Your Ball: Favorite opposing player of all-time?

Jim Chones' broken foot before the Eastern Conference Finals cost the Cavaliers the 1975-76 NBA title, says Colton Jones.

Being from Northeast Ohio, I was raised a Cleveland Cavaliers fan.

Which, of course, meant I didn’t have a bunch of opportunities to watch my team in the playoffs during the days of my youth. Perhaps that’s why my team winning one playoff series, albeit it in incredibly unlikely and unforgettable fashion, has gone down in history as “The Miracle of Richfield.”

So yours truly, while remaining loyal to my team, found individuals involved in the playoffs to root for.

And that, basketball fans, brings us to our question — aside from the guys on your favorite team, who is your all-time favorite player and why?

Please take a moment or two and let us know your favorite team, along with your favorite player to not play for your team and why he is your choice. Post your thoughts in the comments section below and Sam and I will weigh in and have some back-and-forths with you.

For you younger fans, the Miracle of Richfield took part in the 1975-76 season, when the Cavaliers beat the star-studded Washington Bullets in a dramatic seven-game series to reach the Eastern Conference Finals, where they fell to eventual champion Boston in six games.

Those Cavs, by the way, had to play that series against the Celtics without leading scorer and rebounder Jim Chones, who broke his foot late in the final practice session leading up to that series. Many, to this day, believe those Cavaliers would have gone on to do what the Celtics did — defeat the Phoenix Suns in The Finals.

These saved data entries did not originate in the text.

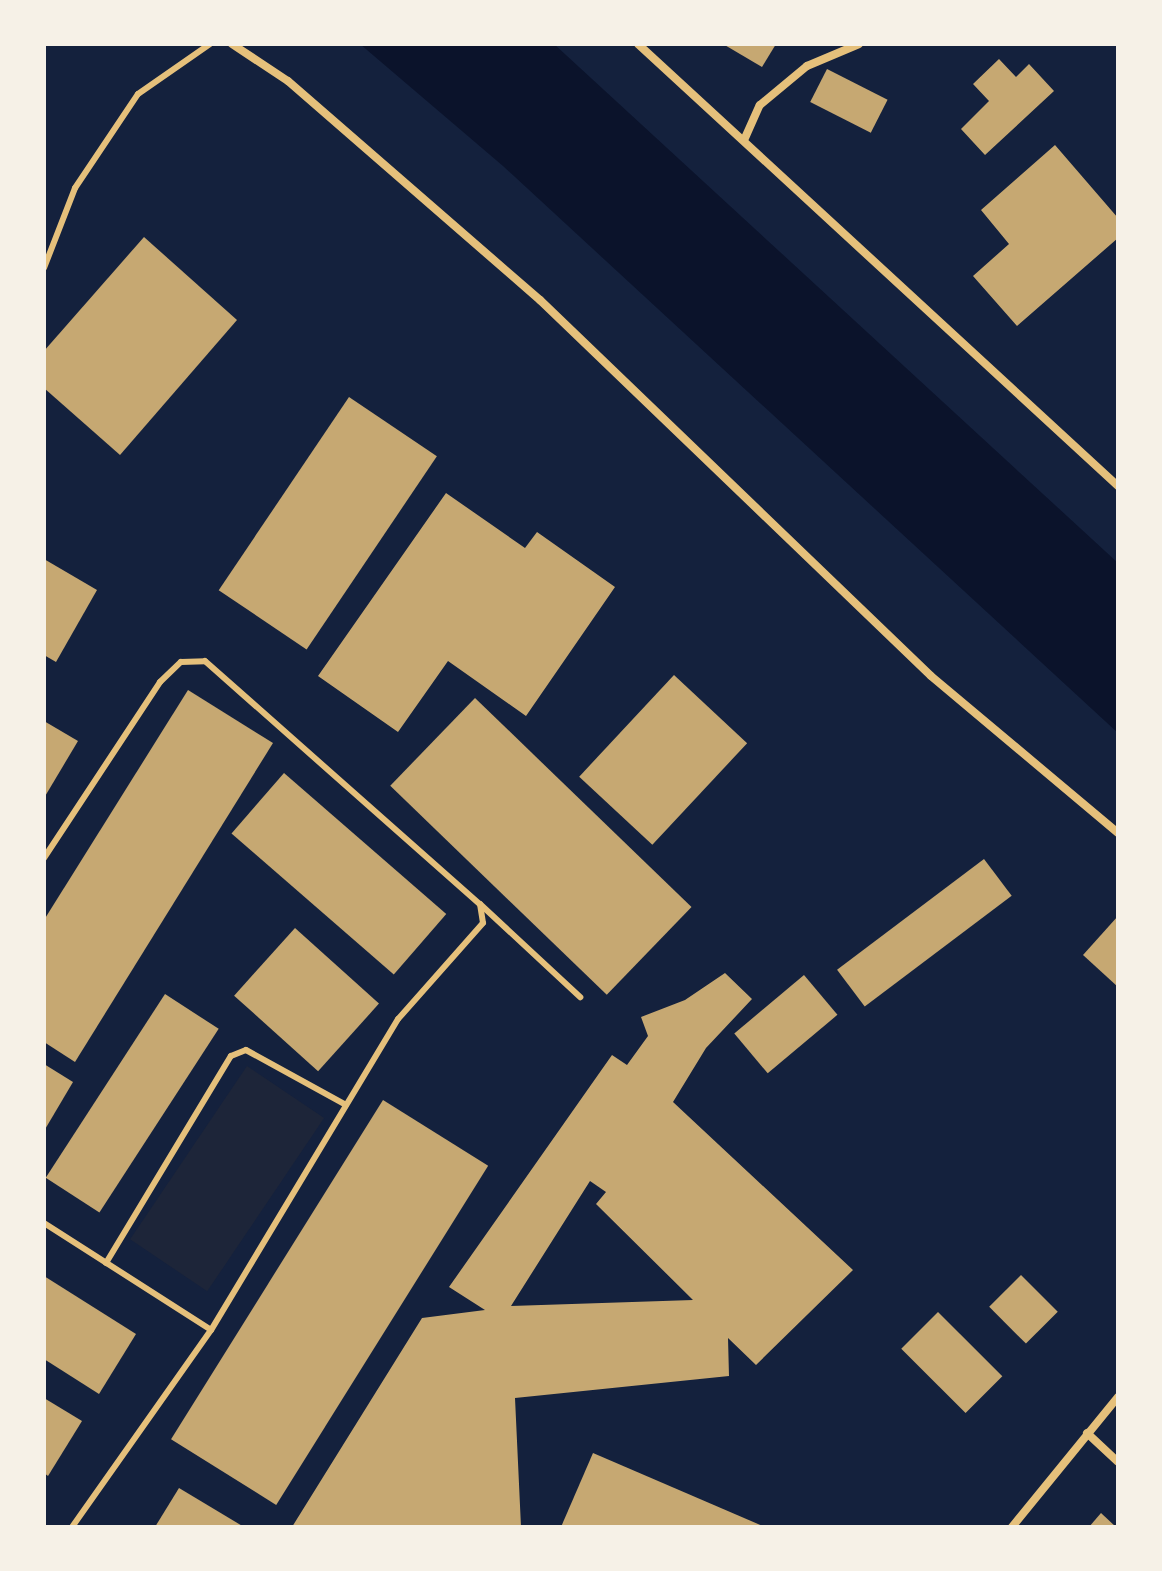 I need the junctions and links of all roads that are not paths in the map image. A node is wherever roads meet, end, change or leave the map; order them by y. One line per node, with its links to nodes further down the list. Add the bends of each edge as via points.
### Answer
1 (210, 44): 6 (lane, via 138,94 75,188)
2 (232, 44): 8 (street, via 288,81 540,300 931,676)
3 (638, 44): 5 (street)
4 (859, 44): 5 (street, via 807,66 760,105)
5 (745, 138): 7 (street)
6 (44, 268)
7 (1118, 486)
8 (1118, 833)
9 (44, 858): 10 (lane, via 160,682 181,662 205,661)
10 (480, 904): 11 (lane); 12 (lane, via 483,923 475,937 398,1019)
11 (580, 997)
12 (346, 1105): 14 (lane, via 246,1050 231,1056); 15 (lane)
13 (44, 1223): 14 (lane)
14 (106, 1263): 15 (lane)
15 (211, 1330): 19 (lane)
16 (1118, 1397): 17 (street)
17 (1087, 1433): 18 (street); 20 (street)
18 (1116, 1457)
19 (72, 1527)
20 (1012, 1527) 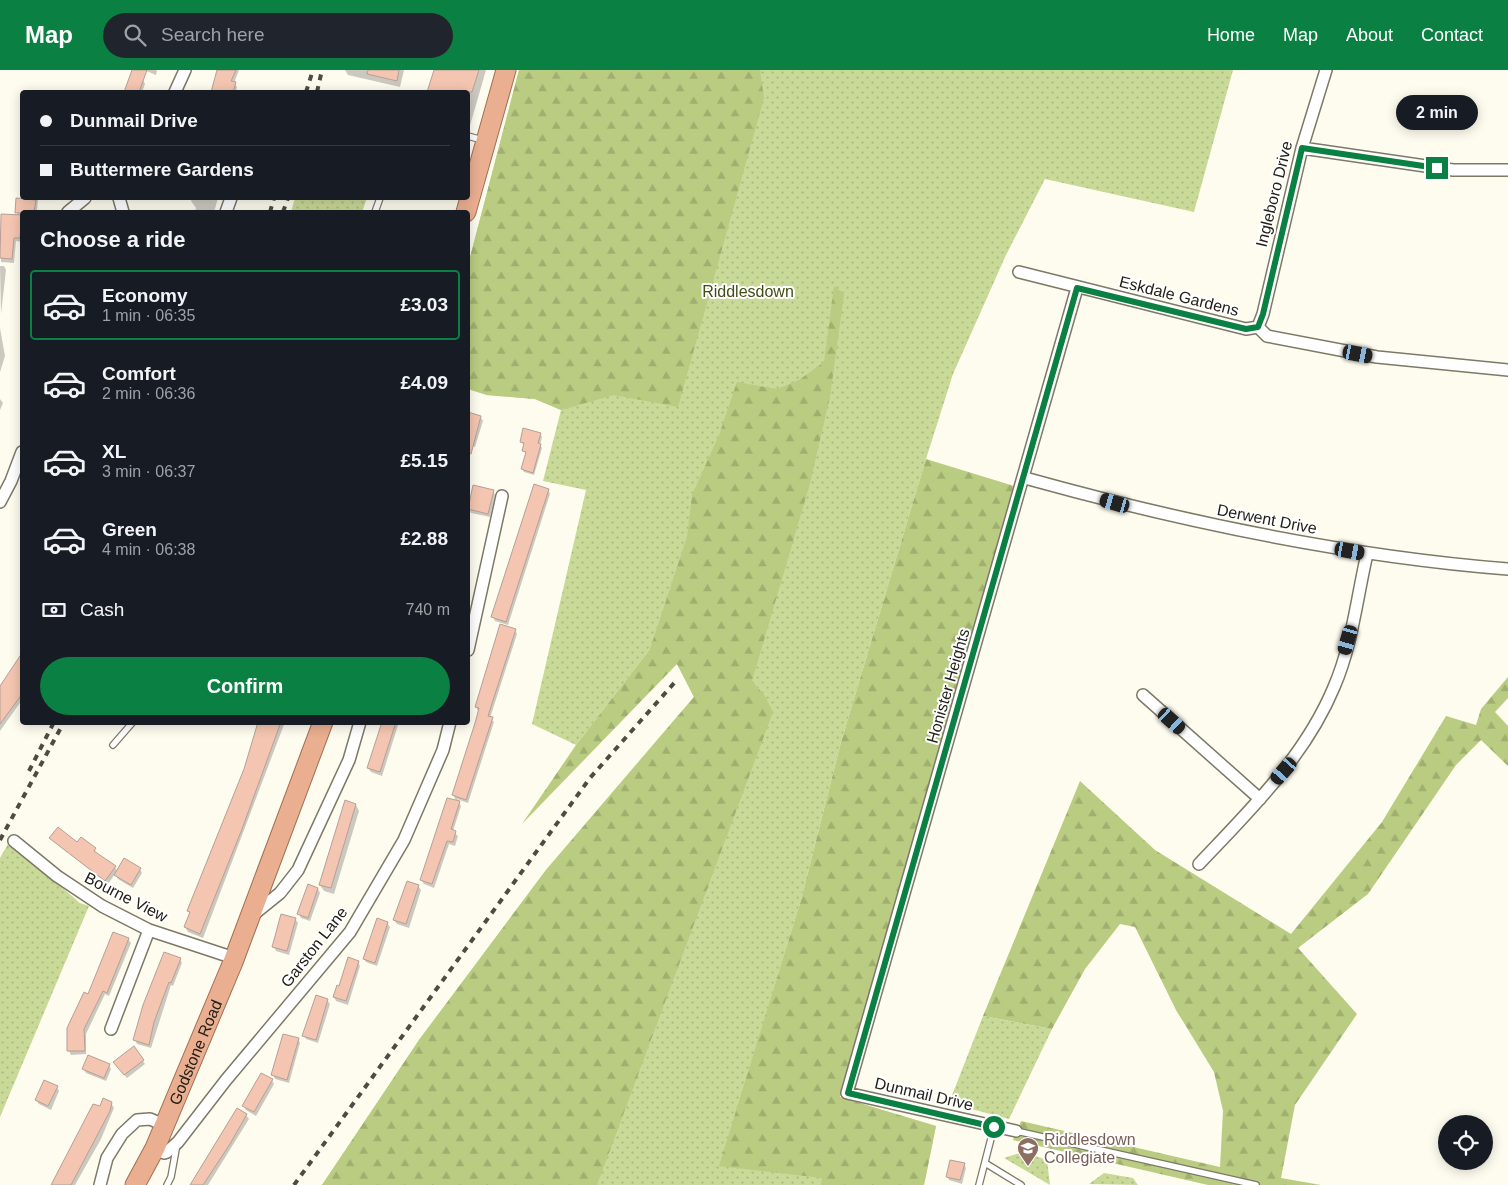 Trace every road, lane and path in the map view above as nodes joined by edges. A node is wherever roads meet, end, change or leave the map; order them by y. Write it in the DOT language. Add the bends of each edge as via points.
graph roads {
  1 [pos="185,70"];
  2 [pos="506,70"];
  3 [pos="1326,70"];
  4 [pos="175,90"];
  5 [pos="470,137"];
  6 [pos="486,142"];
  7 [pos="1302,148"];
  8 [pos="1508,170"];
  9 [pos="470,198"];
  10 [pos="83,200"];
  11 [pos="70,210"];
  12 [pos="1020,272"];
  13 [pos="1077,288"];
  14 [pos="1258,327"];
  15 [pos="1508,370"];
  16 [pos="20,458"];
  17 [pos="1025,478"];
  18 [pos="502,496"];
  19 [pos="0,502"];
  20 [pos="1367,554"];
  21 [pos="1508,569"];
  22 [pos="470,641"];
  23 [pos="1143,695"];
  24 [pos="130,725"];
  25 [pos="321,725"];
  26 [pos="359,725"];
  27 [pos="449,725"];
  28 [pos="113,745"];
  29 [pos="1260,799"];
  30 [pos="14,840"];
  31 [pos="1199,864"];
  32 [pos="251,916"];
  33 [pos="149,930"];
  34 [pos="233,962"];
  35 [pos="111,1029"];
  36 [pos="848,1093"];
  37 [pos="164,1125"];
  38 [pos="994,1127"];
  39 [pos="1016,1131"];
  40 [pos="178,1142"];
  41 [pos="155,1148"];
  42 [pos="985,1163"];
  43 [pos="100,1185"];
  44 [pos="135,1185"];
  45 [pos="167,1185"];
  46 [pos="980,1185"];
  47 [pos="1021,1185"];
  48 [pos="1256,1185"];
  1 -- 4 [label="street"];
  2 -- 6 [label="highway"];
  3 -- 7 [label="street, Ingleboro Drive"];
  5 -- 6 [label="lane"];
  6 -- 9 [label="highway"];
  7 -- 8 [label="street" via="1453,170"];
  7 -- 14 [label="street, Ingleboro Drive"];
  10 -- 11 [label="street"];
  12 -- 13 [label="street, Eskdale Gardens"];
  13 -- 14 [label="street, Eskdale Gardens" via="1246,329"];
  13 -- 17 [label="street, Honister Heights"];
  14 -- 15 [label="street, Eskdale Gardens" via="1267,336 1377,357"];
  16 -- 19 [label="street"];
  17 -- 20 [label="street, Derwent Drive" via="1142,510 1267,537"];
  17 -- 36 [label="street, Honister Heights"];
  18 -- 22 [label="street"];
  20 -- 21 [label="street, Derwent Drive"];
  20 -- 29 [label="street" via="1335,686 1313,728"];
  23 -- 29 [label="street"];
  24 -- 28 [label="lane"];
  25 -- 32 [label="highway, Godstone Road"];
  26 -- 32 [label="street, Godstone Road" via="349,760 298,870 280,892"];
  27 -- 40 [label="street, Garston Lane" via="443,750 404,840 350,932"];
  29 -- 31 [label="street"];
  30 -- 33 [label="street, Bourne View" via="85,897"];
  32 -- 34 [label="highway, Godstone Road"];
  33 -- 34 [label="street, Bourne View" via="228,956"];
  33 -- 35 [label="street"];
  34 -- 37 [label="highway, Godstone Road"];
  36 -- 38 [label="street, Dunmail Drive"];
  37 -- 41 [label="highway, Godstone Road"];
  37 -- 43 [label="street" via="150,1119 136,1120 122,1134 107,1158"];
  38 -- 39 [label="street, Dunmail Drive"];
  38 -- 42 [label="lane"];
  39 -- 48 [label="lane, Dunmail Drive"];
  40 -- 41 [label="street" via="164,1153"];
  40 -- 45 [label="lane, Garston Lane"];
  41 -- 44 [label="highway, Godstone Road"];
  42 -- 46 [label="lane"];
  42 -- 47 [label="lane"];
}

14 Comments on "Your Ball: Favorite opposing player of all-time?"

  1. Easy – Charles Barkley, those old 76ers teams were fun. But his run in Phoenix was magical…just ran into MJ in his prime!

    • Hey, Steve.. Chuck sure was a lot of fun to watch. I really liked watching him play with Doc when he first came into the league. As great a player as he is, he’s even better on Inside the NBA.

  2. It’s a tie between Pete Maravich and Dan Issel.
    The Pistol got so much attention in the 70’s and loved the flashy game.
    Issel was my favorite ABA player on my favorite ABA team and loved a power forward that could shoot!

    • Hola, Shawn… Wow, you have two great choices! Can you imagine what Maravich would’ve done in today’s NBA, when guys can’t be body-blocked when they are handling the rock? As for Issel, he, Artis Gilmore and Louie Dampier were a blast to watch for the Colonels. He was, I believe, perhaps the first true stretch-4 in professional basketball.

  3. Reggie Miller hands down what Indiana did to the big city New York gave hope to me as a Clevelander

    • Hi, George… that incredible takedown of the Knickerbockers (not to mention, rubbing it in the face of Spike Lee) was one of the greatest finishes these eyes have ever seen.

  4. Larry Bird would be my choice. All around game and clutch.

    • Hey, John… I was fortunate enough to cover Larry Bird’s last game, a Game 7 loss in the Eastern Conference semifinals to the Cavaliers at The Coliseum. I was also there when he led Boston past the Cavs in the first round of the playoffs in ’85. After Boston won the first two of the best-of-five at The Garden, the series shifted back to the Cleveland. Bird didn’t play in Game 3 and the sellout crowd at The Coliseum chanted, “We want Bird!” during the game’s final moments as the Cavaliers pulled away. In the postgame locker room, Bird’s response — “That just shows how stupid they are.” He then went out and scored 34 points (on 11-of-17 shooting from the floor and 12-of-14 from the line) and added 14 rebounds and 7 assists in 42 minutes to get Boston past upstart Cleveland, 117-115, and win the series, 3-1.

  5. Magic Johnson and the smile he brought with him. The NBA, it’s fannnnntastic!

    • Hi, Kenny… Magic and Bird certainly were saviors for the NBA. To think what might have happened toe the league if those two guys didn’t come along — especially when they did — is more than a bit worrisome. Magic’s game, not to mention his demeanor, certainly lit up not rooms, but arenas.

  6. Dan Majerle became my favorite player in the NBA while he was in Phoenix, but since he ended up playing in Cleveland briefly I suppose he technically doesn’t qualify.

    So I will give you my second thought: I was always awed by Hakeem Olajuwon and loved watching him play. The way he could control a game on both ends was incredible, and that graceful post game was so much fun to watch.

    • Good stuff Rob! I liked both of those players too. Especially Olajuwon in his first few seasons with the Rockets. (Then they played the Celtics in 1986 and I had to root against them.)

  7. Dirk, for so many reasons. My favorite moments were watching Dirk trailing in transition then receiving a quick pass on the top of the three point line and sharing the anticipation of the Dallas crowd as the ball is in the air and excitement when it touches nothing but net. Examples provided below.

    • Very well-written and fine examples via the video. Dirk was among my favorites as well! See you at BW3’s!!